Matt regarda tour à tour les deux jeunes femmes. Ce devait être la vraie Courtney Vance – et bon sang, c’est qu’elle était vraiment de sale humeur !
Ci-Ci était rouge de honte – et de colère. « Je dirais plutôt, vous l’emprunter pour un soir. Et d’abord, ce n’était même pas le vôtre, mais celui d’Alicia Fieldston. »
C’était le rôle qu’incarnait Courtney, Matt se souvint.
« Vous savez bien, poursuivit Ci-Ci, le personnage pourvu des améliorations apportées par le studio, histoire de lui éviter de ressembler à ça… » Soudain, les sourcils de Ci-Ci étaient devenus épais et touffus. « Ou à ça… » Son nez parfait dévia légèrement.
« Oh ! Espèce de petite… ! » gronda la vraie Courtney Vance.
Mais la fille grimée en copie virtuelle en avait assez entendu. Ci-Ci se retourna soudain, et son poing cueillit la silhouette voilée en pleine pommette.
Matt grimaça en entendant l’impact des phalanges contre la chair et l’os. Ça avait dû faire mal !
La vraie Courtney Vance s’évanouit comme une bulle de savon qui éclate.

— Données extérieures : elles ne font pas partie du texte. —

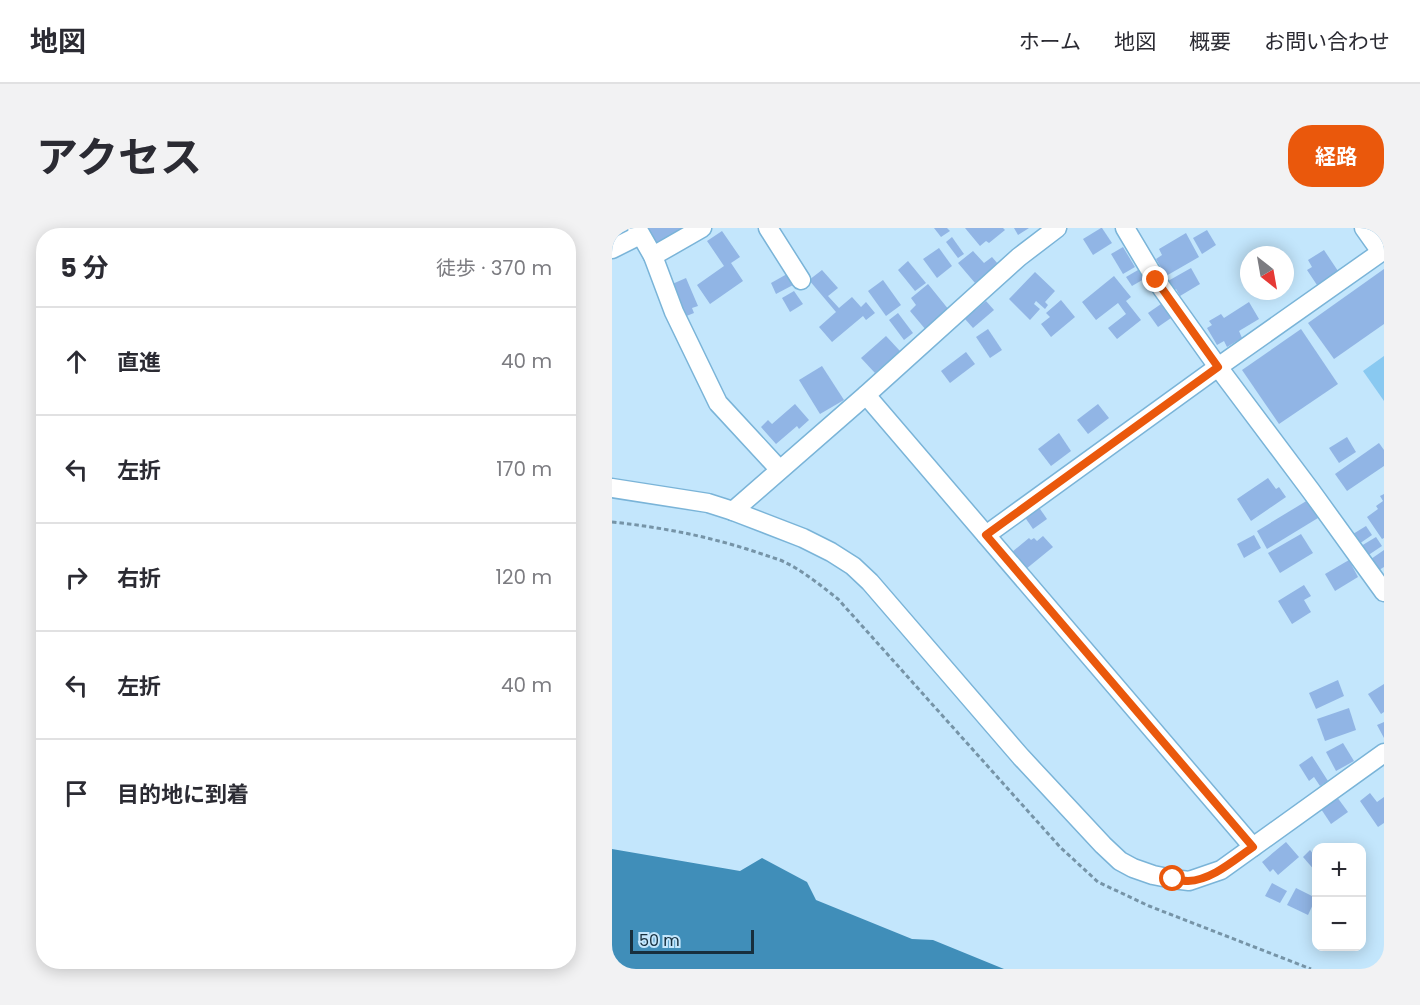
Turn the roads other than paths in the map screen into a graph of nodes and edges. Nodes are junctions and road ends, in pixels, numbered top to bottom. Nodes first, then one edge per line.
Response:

Matt resta planté là, entendant sa réflexion résonner encore dans sa tête. Ça avait dû faire mal ! Ci-Ci avait touché Courtney Vance avec une attaque virtuelle. Ci-Ci devait faire partie de la bande des quatre qu’il recherchait !
Il se retourna vers la fille qui était encore en train de remuer le poing.
Mais avant qu’il ait pu dire quoi que ce soit, ils avaient été rejoints par un personnage qui les dominait l’un et l’autre de toute sa taille. Il avait vaguement forme humaine, si un homme pouvait mesurer deux mètres soixante-dix et être intégralement bâti en cristaux scintillants. Aussitôt, Matt décida de baptiser l’intrus M. Bijou.
Le personnage de cristal se tourna vers Ci-Ci. « On peut pas te laisser la bride sur le cou, même rien que deux minutes, n’est-ce pas ? »
La voix était censée résonner comme un carillon éolien. Mais la colère lui donnait un son de crécelle.
Une main se referma sur le bras de Ci-Ci. Malgré leur doux éclat, Matt sentit que ces doigts cristallins devaient être durs comme la pierre. Ci-Ci se contenta de dévisager M. Bijou en silence, mais son visage était un masque de terreur – et de souffrance.
Il faut que je fasse quelque chose, se dit Matt, tout en se demandant comment son corps filiforme pourrait survivre au piétinement sous ces monstrueux pieds rocheux.
Mais avant qu’il ait pu esquisser un geste, Ci-Ci et son gros ami rocailleux s’étaient évanouis de la salle de chez Maxim’s.